Extracted records:
────────

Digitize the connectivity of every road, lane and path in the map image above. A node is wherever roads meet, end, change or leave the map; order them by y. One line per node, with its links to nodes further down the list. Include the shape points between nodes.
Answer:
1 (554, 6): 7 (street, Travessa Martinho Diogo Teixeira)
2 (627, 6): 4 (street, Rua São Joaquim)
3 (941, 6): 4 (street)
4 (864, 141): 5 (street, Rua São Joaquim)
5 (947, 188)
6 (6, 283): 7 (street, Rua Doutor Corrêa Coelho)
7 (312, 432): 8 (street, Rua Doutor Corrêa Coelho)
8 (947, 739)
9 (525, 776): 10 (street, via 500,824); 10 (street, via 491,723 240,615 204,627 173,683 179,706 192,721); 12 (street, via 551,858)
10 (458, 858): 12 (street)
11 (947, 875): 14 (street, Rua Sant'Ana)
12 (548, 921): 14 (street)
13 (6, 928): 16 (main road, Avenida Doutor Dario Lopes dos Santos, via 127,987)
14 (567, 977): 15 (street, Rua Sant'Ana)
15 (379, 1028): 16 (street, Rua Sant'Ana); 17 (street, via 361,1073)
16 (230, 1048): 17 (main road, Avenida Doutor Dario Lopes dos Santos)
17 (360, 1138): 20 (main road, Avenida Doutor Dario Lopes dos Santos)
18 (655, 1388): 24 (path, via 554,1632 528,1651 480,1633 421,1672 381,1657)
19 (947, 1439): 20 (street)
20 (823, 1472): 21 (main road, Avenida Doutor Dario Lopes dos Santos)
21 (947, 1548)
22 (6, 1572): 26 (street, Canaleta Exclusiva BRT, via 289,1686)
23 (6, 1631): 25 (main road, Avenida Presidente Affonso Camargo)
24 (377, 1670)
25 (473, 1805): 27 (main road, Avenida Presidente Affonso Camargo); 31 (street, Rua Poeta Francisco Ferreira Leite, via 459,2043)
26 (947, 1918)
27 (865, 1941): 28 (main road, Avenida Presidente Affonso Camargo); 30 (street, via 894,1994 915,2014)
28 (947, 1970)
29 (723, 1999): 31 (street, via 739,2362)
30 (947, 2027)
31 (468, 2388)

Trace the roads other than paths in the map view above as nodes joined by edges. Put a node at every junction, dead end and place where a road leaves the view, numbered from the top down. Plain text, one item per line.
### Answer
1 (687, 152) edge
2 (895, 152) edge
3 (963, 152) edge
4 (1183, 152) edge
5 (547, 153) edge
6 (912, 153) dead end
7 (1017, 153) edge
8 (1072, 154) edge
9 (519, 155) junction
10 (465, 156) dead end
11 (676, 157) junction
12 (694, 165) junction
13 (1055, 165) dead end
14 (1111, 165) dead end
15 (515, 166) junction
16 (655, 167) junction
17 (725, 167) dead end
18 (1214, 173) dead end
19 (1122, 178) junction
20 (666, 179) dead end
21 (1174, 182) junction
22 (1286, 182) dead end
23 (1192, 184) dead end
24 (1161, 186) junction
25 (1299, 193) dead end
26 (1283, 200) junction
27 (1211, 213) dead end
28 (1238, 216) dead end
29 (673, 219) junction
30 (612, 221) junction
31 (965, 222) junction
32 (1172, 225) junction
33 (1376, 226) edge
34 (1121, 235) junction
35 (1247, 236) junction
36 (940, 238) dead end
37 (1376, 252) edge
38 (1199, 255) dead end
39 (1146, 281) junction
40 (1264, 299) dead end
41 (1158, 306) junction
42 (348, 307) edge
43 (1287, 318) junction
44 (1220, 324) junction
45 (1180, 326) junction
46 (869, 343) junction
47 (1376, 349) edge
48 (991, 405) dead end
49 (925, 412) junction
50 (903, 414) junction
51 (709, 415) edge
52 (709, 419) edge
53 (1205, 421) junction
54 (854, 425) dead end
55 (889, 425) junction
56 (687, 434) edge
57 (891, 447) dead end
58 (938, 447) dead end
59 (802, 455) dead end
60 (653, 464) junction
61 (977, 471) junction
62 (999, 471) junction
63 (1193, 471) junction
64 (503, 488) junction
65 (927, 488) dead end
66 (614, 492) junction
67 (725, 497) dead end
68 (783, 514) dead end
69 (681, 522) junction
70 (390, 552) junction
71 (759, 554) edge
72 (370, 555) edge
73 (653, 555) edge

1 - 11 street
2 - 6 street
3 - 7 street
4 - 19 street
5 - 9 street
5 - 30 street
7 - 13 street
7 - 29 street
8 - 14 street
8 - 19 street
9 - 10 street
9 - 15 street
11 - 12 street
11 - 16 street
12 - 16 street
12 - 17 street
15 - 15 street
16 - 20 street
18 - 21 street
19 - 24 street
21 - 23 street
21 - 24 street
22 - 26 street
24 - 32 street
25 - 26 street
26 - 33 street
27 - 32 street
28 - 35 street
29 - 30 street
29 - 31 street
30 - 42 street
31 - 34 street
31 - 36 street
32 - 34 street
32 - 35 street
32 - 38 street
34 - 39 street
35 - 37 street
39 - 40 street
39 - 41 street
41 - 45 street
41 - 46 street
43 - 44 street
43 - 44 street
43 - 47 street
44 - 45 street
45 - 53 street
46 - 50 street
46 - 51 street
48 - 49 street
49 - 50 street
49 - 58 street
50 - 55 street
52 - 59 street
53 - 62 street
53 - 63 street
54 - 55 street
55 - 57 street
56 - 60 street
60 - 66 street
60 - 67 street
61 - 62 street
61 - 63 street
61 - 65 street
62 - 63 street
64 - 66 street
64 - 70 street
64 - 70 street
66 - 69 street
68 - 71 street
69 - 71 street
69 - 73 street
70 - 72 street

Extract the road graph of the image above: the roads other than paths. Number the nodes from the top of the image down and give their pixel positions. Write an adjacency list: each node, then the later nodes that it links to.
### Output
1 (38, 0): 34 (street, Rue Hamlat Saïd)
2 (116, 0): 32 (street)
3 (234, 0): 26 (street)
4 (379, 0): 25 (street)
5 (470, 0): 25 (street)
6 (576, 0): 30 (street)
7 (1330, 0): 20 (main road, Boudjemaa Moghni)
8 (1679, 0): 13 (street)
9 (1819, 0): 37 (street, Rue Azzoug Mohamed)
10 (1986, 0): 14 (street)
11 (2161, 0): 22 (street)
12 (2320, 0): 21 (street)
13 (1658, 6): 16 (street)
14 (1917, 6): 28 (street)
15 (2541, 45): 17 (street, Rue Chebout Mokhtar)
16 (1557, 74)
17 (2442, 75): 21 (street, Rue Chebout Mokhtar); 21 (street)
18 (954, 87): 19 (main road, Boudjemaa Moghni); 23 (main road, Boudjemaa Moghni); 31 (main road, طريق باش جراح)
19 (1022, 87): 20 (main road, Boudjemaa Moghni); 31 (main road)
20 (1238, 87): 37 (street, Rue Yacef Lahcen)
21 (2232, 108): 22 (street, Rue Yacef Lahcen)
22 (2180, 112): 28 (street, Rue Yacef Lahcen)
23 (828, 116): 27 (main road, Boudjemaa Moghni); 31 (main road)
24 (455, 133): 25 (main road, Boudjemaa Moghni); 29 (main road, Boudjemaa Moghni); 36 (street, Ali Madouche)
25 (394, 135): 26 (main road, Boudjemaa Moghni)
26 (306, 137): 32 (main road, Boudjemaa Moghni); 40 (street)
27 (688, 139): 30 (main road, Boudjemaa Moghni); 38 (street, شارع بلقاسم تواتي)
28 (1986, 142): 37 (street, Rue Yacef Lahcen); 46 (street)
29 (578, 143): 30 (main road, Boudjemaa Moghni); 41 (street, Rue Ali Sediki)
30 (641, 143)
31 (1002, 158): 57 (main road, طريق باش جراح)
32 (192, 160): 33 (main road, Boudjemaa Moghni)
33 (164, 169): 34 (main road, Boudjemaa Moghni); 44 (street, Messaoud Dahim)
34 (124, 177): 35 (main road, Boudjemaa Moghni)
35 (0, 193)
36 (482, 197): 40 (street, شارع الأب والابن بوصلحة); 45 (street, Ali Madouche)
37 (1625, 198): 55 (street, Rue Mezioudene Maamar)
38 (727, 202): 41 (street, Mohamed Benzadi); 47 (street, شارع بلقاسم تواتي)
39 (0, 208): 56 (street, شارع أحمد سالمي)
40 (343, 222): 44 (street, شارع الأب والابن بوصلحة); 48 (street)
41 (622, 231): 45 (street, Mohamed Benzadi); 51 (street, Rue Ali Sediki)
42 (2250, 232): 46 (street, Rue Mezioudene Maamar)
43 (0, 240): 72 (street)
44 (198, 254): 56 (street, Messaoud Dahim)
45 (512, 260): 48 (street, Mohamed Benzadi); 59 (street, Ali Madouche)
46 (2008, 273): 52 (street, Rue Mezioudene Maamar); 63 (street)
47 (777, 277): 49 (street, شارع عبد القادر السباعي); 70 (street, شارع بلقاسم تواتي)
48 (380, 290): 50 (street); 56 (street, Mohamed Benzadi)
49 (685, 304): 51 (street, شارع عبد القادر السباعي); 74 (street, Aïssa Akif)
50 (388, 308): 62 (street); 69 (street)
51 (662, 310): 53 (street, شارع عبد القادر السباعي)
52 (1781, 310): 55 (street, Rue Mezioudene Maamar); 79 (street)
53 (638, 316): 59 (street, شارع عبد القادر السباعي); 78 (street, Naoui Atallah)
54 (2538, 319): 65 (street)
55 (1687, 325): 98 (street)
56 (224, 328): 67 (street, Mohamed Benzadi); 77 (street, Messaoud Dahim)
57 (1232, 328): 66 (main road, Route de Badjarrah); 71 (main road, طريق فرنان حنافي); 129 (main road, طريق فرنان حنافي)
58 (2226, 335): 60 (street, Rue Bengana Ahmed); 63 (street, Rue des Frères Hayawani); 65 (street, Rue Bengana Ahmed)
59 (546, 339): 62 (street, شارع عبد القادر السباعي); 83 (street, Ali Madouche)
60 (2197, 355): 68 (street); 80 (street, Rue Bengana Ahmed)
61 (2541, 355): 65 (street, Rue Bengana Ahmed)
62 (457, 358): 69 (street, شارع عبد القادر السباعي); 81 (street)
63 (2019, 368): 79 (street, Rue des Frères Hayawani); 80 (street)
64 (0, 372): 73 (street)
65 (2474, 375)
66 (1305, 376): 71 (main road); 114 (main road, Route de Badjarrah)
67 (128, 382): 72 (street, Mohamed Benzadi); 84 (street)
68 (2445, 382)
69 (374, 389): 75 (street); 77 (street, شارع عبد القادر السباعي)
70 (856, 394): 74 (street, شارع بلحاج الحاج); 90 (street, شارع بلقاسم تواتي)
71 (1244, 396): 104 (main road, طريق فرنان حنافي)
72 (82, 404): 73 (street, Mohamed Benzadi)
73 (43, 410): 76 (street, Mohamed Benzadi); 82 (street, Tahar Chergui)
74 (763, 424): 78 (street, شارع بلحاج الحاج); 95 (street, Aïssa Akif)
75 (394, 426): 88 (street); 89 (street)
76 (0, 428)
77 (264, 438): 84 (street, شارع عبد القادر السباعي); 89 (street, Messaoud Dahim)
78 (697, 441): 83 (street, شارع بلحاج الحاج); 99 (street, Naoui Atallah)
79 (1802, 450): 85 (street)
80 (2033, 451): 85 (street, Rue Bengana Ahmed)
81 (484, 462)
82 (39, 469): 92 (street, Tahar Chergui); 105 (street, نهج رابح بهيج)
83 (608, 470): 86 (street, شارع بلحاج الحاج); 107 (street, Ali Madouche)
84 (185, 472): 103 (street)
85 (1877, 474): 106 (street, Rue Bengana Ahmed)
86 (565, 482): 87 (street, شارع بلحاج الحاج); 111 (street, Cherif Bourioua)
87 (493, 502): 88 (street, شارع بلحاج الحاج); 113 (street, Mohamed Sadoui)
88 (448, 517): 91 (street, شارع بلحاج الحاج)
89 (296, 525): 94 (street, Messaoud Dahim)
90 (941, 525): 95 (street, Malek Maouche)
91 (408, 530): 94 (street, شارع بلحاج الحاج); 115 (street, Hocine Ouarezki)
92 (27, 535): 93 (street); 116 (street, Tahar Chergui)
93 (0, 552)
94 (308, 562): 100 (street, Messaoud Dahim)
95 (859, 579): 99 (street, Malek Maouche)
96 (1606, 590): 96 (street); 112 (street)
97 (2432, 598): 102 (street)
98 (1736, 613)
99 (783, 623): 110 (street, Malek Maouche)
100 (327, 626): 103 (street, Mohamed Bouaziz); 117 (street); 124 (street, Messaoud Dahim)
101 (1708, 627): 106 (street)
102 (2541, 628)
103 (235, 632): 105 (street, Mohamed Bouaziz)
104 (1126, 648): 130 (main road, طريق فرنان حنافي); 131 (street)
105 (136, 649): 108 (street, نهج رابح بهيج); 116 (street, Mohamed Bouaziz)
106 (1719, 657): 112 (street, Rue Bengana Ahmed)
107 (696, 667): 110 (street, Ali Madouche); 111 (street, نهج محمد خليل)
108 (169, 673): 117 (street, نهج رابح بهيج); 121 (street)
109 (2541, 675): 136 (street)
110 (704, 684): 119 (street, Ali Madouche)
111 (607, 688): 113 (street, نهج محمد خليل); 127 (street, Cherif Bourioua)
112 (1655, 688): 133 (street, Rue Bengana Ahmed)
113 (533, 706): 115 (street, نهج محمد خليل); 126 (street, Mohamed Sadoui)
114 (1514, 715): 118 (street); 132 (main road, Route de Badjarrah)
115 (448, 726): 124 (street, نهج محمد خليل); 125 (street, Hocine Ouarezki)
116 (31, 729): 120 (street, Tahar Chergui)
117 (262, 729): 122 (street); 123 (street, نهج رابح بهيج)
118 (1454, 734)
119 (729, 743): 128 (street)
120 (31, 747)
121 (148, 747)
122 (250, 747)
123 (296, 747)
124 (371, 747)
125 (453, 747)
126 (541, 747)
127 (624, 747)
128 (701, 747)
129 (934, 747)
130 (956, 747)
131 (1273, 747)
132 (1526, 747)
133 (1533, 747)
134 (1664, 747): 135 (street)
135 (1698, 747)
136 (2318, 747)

────────

EXERCISE GOAL
Select the lines from the entries that include the word "node".

ANSWER BOX
Digitize the connectivity of every road, lane and path in the map image above. A node is wherever roads meet, end, change or leave the map; order them by y. One line per node, with its links to nodes further down the list. Include the shape points between nodes.
Trace the roads other than paths in the map view above as nodes joined by edges. Put a node at every junction, dead end and place where a road leaves the view, numbered from the top down. Plain text, one item per line.
Extract the road graph of the image above: the roads other than paths. Number the nodes from the top of the image down and give their pixel positions. Write an adjacency list: each node, then the later nodes that it links to.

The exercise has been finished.